I was 12 years old, sitting in class. One of my biggest dreams at the time was to be normal. I had ostracized myself for the past few years, it was time for me to simply fit in. Nearly everyone in my class was like me, but I knew the world is bigger than the little classroom I sat and daydreamed in. My teacher walks around the room, she tells us, “You’re all normal people. You just need to find a balance in your identity, and that can be hard. You’re still normal.” I thought of the word normal. I wanted to squeeze myself into, to fit it, wear it like a western dress.
I grew up with two languages, but I acted like I knew one. I grew up with two cultures, two identities moulded perfectly into my being, but doubted the strength of my captivity. I wanted to hold onto one because it was easier. My people fought and died for our right to our language. Contrary to English’s short, flat sounds, Bengali flows smoothly because it wants you to taste its sweet sounds as it leaves your mouth. I started to forget a little, what sweetness was.
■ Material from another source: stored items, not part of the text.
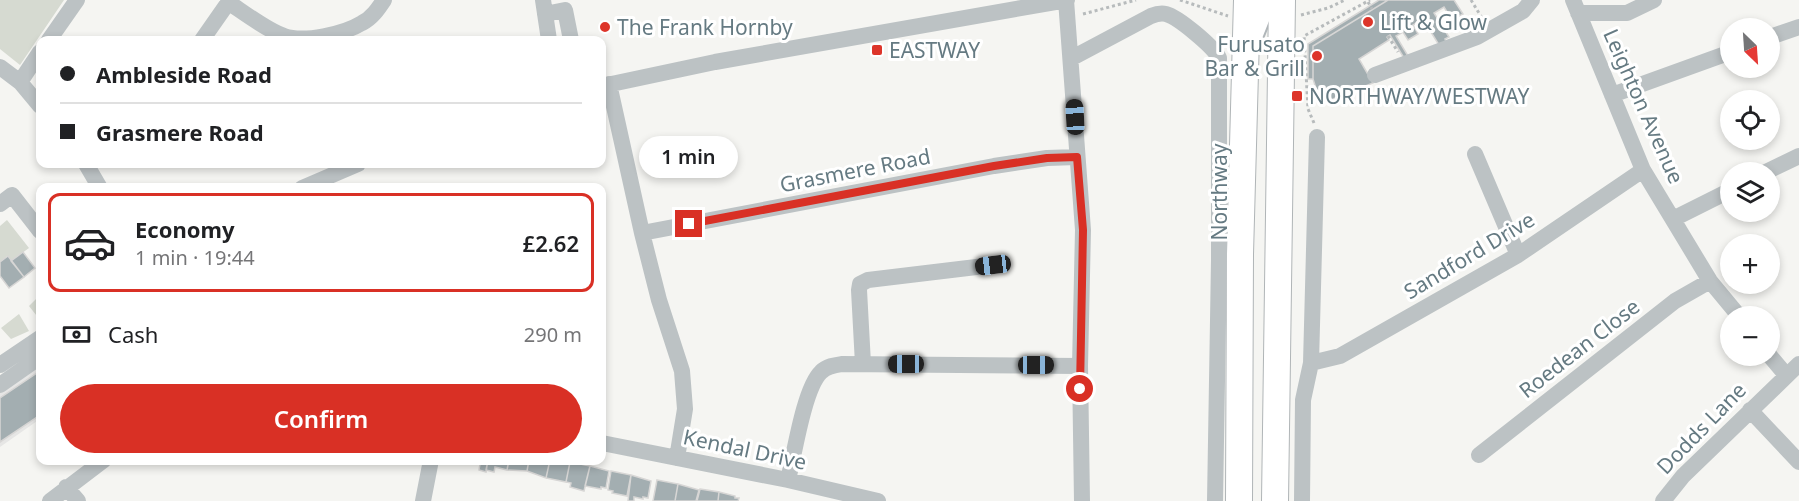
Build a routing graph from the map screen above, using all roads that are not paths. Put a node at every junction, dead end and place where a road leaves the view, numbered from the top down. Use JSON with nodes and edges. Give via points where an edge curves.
{"nodes":[{"id":1,"x":77,"y":0,"type":"edge"},
{"id":2,"x":384,"y":0,"type":"edge"},
{"id":3,"x":1067,"y":0,"type":"edge"},
{"id":4,"x":1262,"y":0,"type":"edge"},
{"id":5,"x":1532,"y":0,"type":"edge"},
{"id":6,"x":1654,"y":0,"type":"edge"},
{"id":7,"x":229,"y":1,"type":"edge"},
{"id":8,"x":1017,"y":4,"type":"edge"},
{"id":9,"x":564,"y":5,"type":"edge"},
{"id":10,"x":1575,"y":6,"type":"edge"},
{"id":11,"x":544,"y":7,"type":"edge"},
{"id":12,"x":1238,"y":8,"type":"edge"},
{"id":13,"x":1291,"y":8,"type":"edge"},
{"id":14,"x":1799,"y":27,"type":"edge"},
{"id":15,"x":1780,"y":34,"type":"edge"},
{"id":16,"x":52,"y":36,"type":"edge"},
{"id":17,"x":205,"y":36,"type":"edge"},
{"id":18,"x":281,"y":36,"type":"edge"},
{"id":19,"x":318,"y":36,"type":"edge"},
{"id":20,"x":548,"y":36,"type":"edge"},
{"id":21,"x":570,"y":36,"type":"edge"},
{"id":22,"x":1245,"y":51,"type":"junction"},
{"id":23,"x":1720,"y":56,"type":"edge"},
{"id":24,"x":36,"y":58,"type":"edge"},
{"id":25,"x":1072,"y":58,"type":"junction"},
{"id":26,"x":0,"y":67,"type":"edge"},
{"id":27,"x":1375,"y":75,"type":"dead end"},
{"id":28,"x":20,"y":82,"type":"junction"},
{"id":29,"x":606,"y":85,"type":"edge"},
{"id":30,"x":606,"y":89,"type":"edge"},
{"id":31,"x":1611,"y":95,"type":"junction"},
{"id":32,"x":36,"y":101,"type":"edge"},
{"id":33,"x":1317,"y":138,"type":"road end"},
{"id":34,"x":1474,"y":154,"type":"dead end"},
{"id":35,"x":1799,"y":156,"type":"edge"},
{"id":36,"x":1077,"y":157,"type":"junction"},
{"id":37,"x":1780,"y":165,"type":"edge"},
{"id":38,"x":349,"y":168,"type":"edge"},
{"id":39,"x":1643,"y":170,"type":"junction"},
{"id":40,"x":314,"y":183,"type":"edge"},
{"id":41,"x":1720,"y":196,"type":"edge"},
{"id":42,"x":0,"y":204,"type":"edge"},
{"id":43,"x":1673,"y":219,"type":"junction"},
{"id":44,"x":36,"y":226,"type":"edge"},
{"id":45,"x":642,"y":233,"type":"junction"},
{"id":46,"x":1518,"y":255,"type":"junction"},
{"id":47,"x":993,"y":265,"type":"dead end"},
{"id":48,"x":1710,"y":280,"type":"junction"},
{"id":49,"x":1731,"y":306,"type":"edge"},
{"id":50,"x":36,"y":341,"type":"edge"},
{"id":51,"x":36,"y":360,"type":"edge"},
{"id":52,"x":1311,"y":363,"type":"junction"},
{"id":53,"x":863,"y":364,"type":"junction"},
{"id":54,"x":1799,"y":364,"type":"edge"},
{"id":55,"x":0,"y":365,"type":"edge"},
{"id":56,"x":1080,"y":366,"type":"junction"},
{"id":57,"x":1778,"y":366,"type":"edge"},
{"id":58,"x":1786,"y":375,"type":"junction"},
{"id":59,"x":0,"y":385,"type":"edge"},
{"id":60,"x":1750,"y":410,"type":"junction"},
{"id":61,"x":606,"y":444,"type":"edge"},
{"id":62,"x":1479,"y":455,"type":"dead end"},
{"id":63,"x":676,"y":458,"type":"junction"},
{"id":64,"x":1799,"y":462,"type":"edge"},
{"id":65,"x":97,"y":465,"type":"edge"},
{"id":66,"x":430,"y":465,"type":"edge"},
{"id":67,"x":788,"y":480,"type":"junction"},
{"id":68,"x":66,"y":488,"type":"junction"},
{"id":69,"x":50,"y":501,"type":"edge"},
{"id":70,"x":78,"y":501,"type":"edge"},
{"id":71,"x":423,"y":501,"type":"edge"},
{"id":72,"x":878,"y":501,"type":"edge"},
{"id":73,"x":1082,"y":501,"type":"edge"},
{"id":74,"x":1215,"y":501,"type":"edge"},
{"id":75,"x":1239,"y":501,"type":"edge"},
{"id":76,"x":1275,"y":501,"type":"edge"},
{"id":77,"x":1302,"y":501,"type":"edge"},
{"id":78,"x":1663,"y":501,"type":"edge"}],
"edges":[{"from":1,"to":16,"type":"street"},
{"from":2,"to":19,"type":"street","via":[[363,23]]},
{"from":3,"to":8,"type":"street"},
{"from":3,"to":25,"type":"street"},
{"from":4,"to":22,"type":"main road"},
{"from":5,"to":27,"type":"street","via":[[1523,11],[1477,37]]},
{"from":6,"to":10,"type":"street","via":[[1627,13]]},
{"from":7,"to":17,"type":"street"},
{"from":7,"to":18,"type":"street"},
{"from":8,"to":29,"type":"street"},
{"from":9,"to":11,"type":"street"},
{"from":9,"to":21,"type":"street"},
{"from":10,"to":31,"type":"street","name":"Leighton Avenue"},
{"from":11,"to":20,"type":"street"},
{"from":12,"to":22,"type":"highway","name":"Northway"},
{"from":13,"to":76,"type":"highway"},
{"from":14,"to":15,"type":"street"},
{"from":22,"to":75,"type":"highway","name":"Northway"},
{"from":23,"to":31,"type":"street"},
{"from":24,"to":28,"type":"street"},
{"from":25,"to":36,"type":"street"},
{"from":25,"to":74,"type":"street","name":"Northway","via":[[1151,16],[1163,14],[1213,48],[1220,58]]},
{"from":26,"to":28,"type":"street"},
{"from":28,"to":32,"type":"street"},
{"from":30,"to":45,"type":"street"},
{"from":31,"to":39,"type":"street","name":"Leighton Avenue"},
{"from":33,"to":52,"type":"street"},
{"from":34,"to":46,"type":"street"},
{"from":35,"to":37,"type":"street"},
{"from":36,"to":45,"type":"street","name":"Grasmere Road","via":[[994,166]]},
{"from":36,"to":56,"type":"street","via":[[1083,230]]},
{"from":38,"to":40,"type":"street"},
{"from":39,"to":43,"type":"street","name":"Leighton Avenue"},
{"from":39,"to":46,"type":"street","name":"Sandford Drive"},
{"from":41,"to":43,"type":"street"},
{"from":42,"to":44,"type":"street","via":[[12,195]]},
{"from":43,"to":48,"type":"street","name":"Leighton Avenue"},
{"from":45,"to":63,"type":"street","via":[[684,385],[685,409]]},
{"from":46,"to":52,"type":"street","name":"Sandford Drive","via":[[1340,356]]},
{"from":47,"to":53,"type":"street","via":[[860,284]]},
{"from":48,"to":49,"type":"street","name":"Leighton Avenue"},
{"from":48,"to":62,"type":"street","name":"Roedean Close","via":[[1675,301]]},
{"from":50,"to":55,"type":"street"},
{"from":51,"to":59,"type":"street"},
{"from":52,"to":77,"type":"street","via":[[1303,400]]},
{"from":53,"to":56,"type":"street"},
{"from":53,"to":67,"type":"street","via":[[830,366],[816,378]]},
{"from":54,"to":58,"type":"street","name":"Dodds Lane"},
{"from":56,"to":73,"type":"street"},
{"from":57,"to":58,"type":"street"},
{"from":58,"to":60,"type":"street","name":"Dodds Lane"},
{"from":60,"to":64,"type":"street"},
{"from":60,"to":78,"type":"street","name":"Dodds Lane"},
{"from":61,"to":63,"type":"street","name":"Kendal Drive"},
{"from":63,"to":67,"type":"street","name":"Kendal Drive"},
{"from":65,"to":68,"type":"street"},
{"from":66,"to":71,"type":"street"},
{"from":67,"to":72,"type":"street","name":"Kendal Drive"},
{"from":68,"to":69,"type":"street"},
{"from":68,"to":70,"type":"street"}]}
Growing up, my mom fed me rice with her hands. Those were my favourite meals. In middle school, my hand began to forget the movements of balling up rice and bringing it to my mouth. I did not work hard to remember. I picked up forks and spoons with ease and my tongue memorized the taste of metal against rice like it was part of the recipe.
The powerful curries balanced with the soft rice, the bright colorful salwar kameez, a language mastered by intellectuals and the righteous; I did not understand how to fit myself into it. It seemed all too great and a bit too much for one little girl to hold on her own.
And in some ways, when I looked at the TV screens and dozens of books that I read, I, I never saw my roots reflected. in them. I didn’t think I wanted to make that space for them.
But here’s the interesting thing about being the first generation of a western country: you don’t have to choose. At first, you feel like you don’t get to choose. Then, you’ll feel like you must choose. The truth is, it’s really all about you. Your cultural identities don’t choose you. You choose them. And you choose them in whichever ways you see fit to your life. I once thought a balance was 50-50. I once thought I needed a perfect 50 of Canadian and a perfect 50 of Bengali. The truth is, it’s up to me. These cultures aren’t perfect, and they’re definitely not a one-size-fits-all. But they can fit you perfectly when you tailor them to your individualism.
It’s an ongoing process. There’s constant reevaluation, a lot of exploring, and an abundance of culture to love and learn from. I write these words in English, but to me there is nothing quite like the sound of the softened edges of Bengali rising up from its bloody triumph. I will always come back to my Eastern side, because it is essential to who I am. My cultural identity is unique and I will live within and create it in a way that confines to who I am and who I wish to be. Normal doesn’t have to be objective, and it doesn’t have to have a singular definition that fits the plethora of all the combinations of human cultural identities. As first generations, we should allow our cultures to teach us about who we are, rather than suppressing it within societal limitations and over-idealized notions of “normal.” Your culture is a part of you, and within it you can find parts of yourself previously unexplored, waiting to be learned and cherished.